> Aim of the exercise: Could you repeat all of the entries below, character for character?

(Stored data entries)
=== Begin Enclosure ===

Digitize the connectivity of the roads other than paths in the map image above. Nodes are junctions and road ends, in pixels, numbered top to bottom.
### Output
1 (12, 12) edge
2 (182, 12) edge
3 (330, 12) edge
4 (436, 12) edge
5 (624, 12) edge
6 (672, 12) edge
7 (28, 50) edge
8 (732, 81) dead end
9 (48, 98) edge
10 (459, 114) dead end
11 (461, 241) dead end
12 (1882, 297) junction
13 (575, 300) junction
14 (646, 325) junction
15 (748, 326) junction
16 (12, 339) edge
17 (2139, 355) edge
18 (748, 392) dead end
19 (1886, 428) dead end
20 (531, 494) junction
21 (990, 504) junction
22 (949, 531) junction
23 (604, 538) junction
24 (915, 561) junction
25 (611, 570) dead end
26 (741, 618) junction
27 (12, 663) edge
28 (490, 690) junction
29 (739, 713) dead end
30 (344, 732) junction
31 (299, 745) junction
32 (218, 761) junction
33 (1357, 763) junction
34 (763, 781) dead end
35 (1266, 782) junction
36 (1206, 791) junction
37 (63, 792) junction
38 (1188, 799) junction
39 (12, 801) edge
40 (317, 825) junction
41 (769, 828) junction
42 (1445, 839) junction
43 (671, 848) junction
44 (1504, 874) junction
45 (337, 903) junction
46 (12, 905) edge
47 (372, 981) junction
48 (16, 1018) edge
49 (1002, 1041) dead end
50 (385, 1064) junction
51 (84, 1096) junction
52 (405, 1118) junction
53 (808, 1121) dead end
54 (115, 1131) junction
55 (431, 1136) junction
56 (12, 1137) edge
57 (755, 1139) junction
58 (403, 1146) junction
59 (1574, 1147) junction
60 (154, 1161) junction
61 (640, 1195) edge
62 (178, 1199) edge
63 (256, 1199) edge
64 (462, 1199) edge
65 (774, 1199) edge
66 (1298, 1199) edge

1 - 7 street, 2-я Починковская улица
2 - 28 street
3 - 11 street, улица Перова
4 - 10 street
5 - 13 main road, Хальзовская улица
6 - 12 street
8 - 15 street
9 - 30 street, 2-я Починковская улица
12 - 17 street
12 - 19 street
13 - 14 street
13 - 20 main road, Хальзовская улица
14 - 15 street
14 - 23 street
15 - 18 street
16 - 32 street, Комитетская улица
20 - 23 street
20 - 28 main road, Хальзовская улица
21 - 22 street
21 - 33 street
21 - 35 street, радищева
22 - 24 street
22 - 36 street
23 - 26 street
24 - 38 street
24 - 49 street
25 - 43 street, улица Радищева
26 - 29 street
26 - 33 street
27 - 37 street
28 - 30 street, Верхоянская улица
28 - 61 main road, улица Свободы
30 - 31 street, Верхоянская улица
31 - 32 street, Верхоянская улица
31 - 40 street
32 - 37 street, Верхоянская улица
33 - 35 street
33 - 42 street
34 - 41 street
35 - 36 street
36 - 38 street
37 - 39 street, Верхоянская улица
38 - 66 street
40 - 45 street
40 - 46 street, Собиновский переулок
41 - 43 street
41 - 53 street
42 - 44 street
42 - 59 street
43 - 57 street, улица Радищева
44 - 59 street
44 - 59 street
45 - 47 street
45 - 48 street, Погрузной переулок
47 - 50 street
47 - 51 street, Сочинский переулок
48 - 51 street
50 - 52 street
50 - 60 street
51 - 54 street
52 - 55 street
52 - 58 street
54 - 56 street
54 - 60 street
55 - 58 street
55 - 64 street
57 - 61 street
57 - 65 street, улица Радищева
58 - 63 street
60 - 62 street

=== End Enclosure ===

> Solution for this task:
Digitize the connectivity of the roads other than paths in the map image above. Nodes are junctions and road ends, in pixels, numbered top to bottom.
### Output
1 (12, 12) edge
2 (182, 12) edge
3 (330, 12) edge
4 (436, 12) edge
5 (624, 12) edge
6 (672, 12) edge
7 (28, 50) edge
8 (732, 81) dead end
9 (48, 98) edge
10 (459, 114) dead end
11 (461, 241) dead end
12 (1882, 297) junction
13 (575, 300) junction
14 (646, 325) junction
15 (748, 326) junction
16 (12, 339) edge
17 (2139, 355) edge
18 (748, 392) dead end
19 (1886, 428) dead end
20 (531, 494) junction
21 (990, 504) junction
22 (949, 531) junction
23 (604, 538) junction
24 (915, 561) junction
25 (611, 570) dead end
26 (741, 618) junction
27 (12, 663) edge
28 (490, 690) junction
29 (739, 713) dead end
30 (344, 732) junction
31 (299, 745) junction
32 (218, 761) junction
33 (1357, 763) junction
34 (763, 781) dead end
35 (1266, 782) junction
36 (1206, 791) junction
37 (63, 792) junction
38 (1188, 799) junction
39 (12, 801) edge
40 (317, 825) junction
41 (769, 828) junction
42 (1445, 839) junction
43 (671, 848) junction
44 (1504, 874) junction
45 (337, 903) junction
46 (12, 905) edge
47 (372, 981) junction
48 (16, 1018) edge
49 (1002, 1041) dead end
50 (385, 1064) junction
51 (84, 1096) junction
52 (405, 1118) junction
53 (808, 1121) dead end
54 (115, 1131) junction
55 (431, 1136) junction
56 (12, 1137) edge
57 (755, 1139) junction
58 (403, 1146) junction
59 (1574, 1147) junction
60 (154, 1161) junction
61 (640, 1195) edge
62 (178, 1199) edge
63 (256, 1199) edge
64 (462, 1199) edge
65 (774, 1199) edge
66 (1298, 1199) edge

1 - 7 street, 2-я Починковская улица
2 - 28 street
3 - 11 street, улица Перова
4 - 10 street
5 - 13 main road, Хальзовская улица
6 - 12 street
8 - 15 street
9 - 30 street, 2-я Починковская улица
12 - 17 street
12 - 19 street
13 - 14 street
13 - 20 main road, Хальзовская улица
14 - 15 street
14 - 23 street
15 - 18 street
16 - 32 street, Комитетская улица
20 - 23 street
20 - 28 main road, Хальзовская улица
21 - 22 street
21 - 33 street
21 - 35 street, радищева
22 - 24 street
22 - 36 street
23 - 26 street
24 - 38 street
24 - 49 street
25 - 43 street, улица Радищева
26 - 29 street
26 - 33 street
27 - 37 street
28 - 30 street, Верхоянская улица
28 - 61 main road, улица Свободы
30 - 31 street, Верхоянская улица
31 - 32 street, Верхоянская улица
31 - 40 street
32 - 37 street, Верхоянская улица
33 - 35 street
33 - 42 street
34 - 41 street
35 - 36 street
36 - 38 street
37 - 39 street, Верхоянская улица
38 - 66 street
40 - 45 street
40 - 46 street, Собиновский переулок
41 - 43 street
41 - 53 street
42 - 44 street
42 - 59 street
43 - 57 street, улица Радищева
44 - 59 street
44 - 59 street
45 - 47 street
45 - 48 street, Погрузной переулок
47 - 50 street
47 - 51 street, Сочинский переулок
48 - 51 street
50 - 52 street
50 - 60 street
51 - 54 street
52 - 55 street
52 - 58 street
54 - 56 street
54 - 60 street
55 - 58 street
55 - 64 street
57 - 61 street
57 - 65 street, улица Радищева
58 - 63 street
60 - 62 street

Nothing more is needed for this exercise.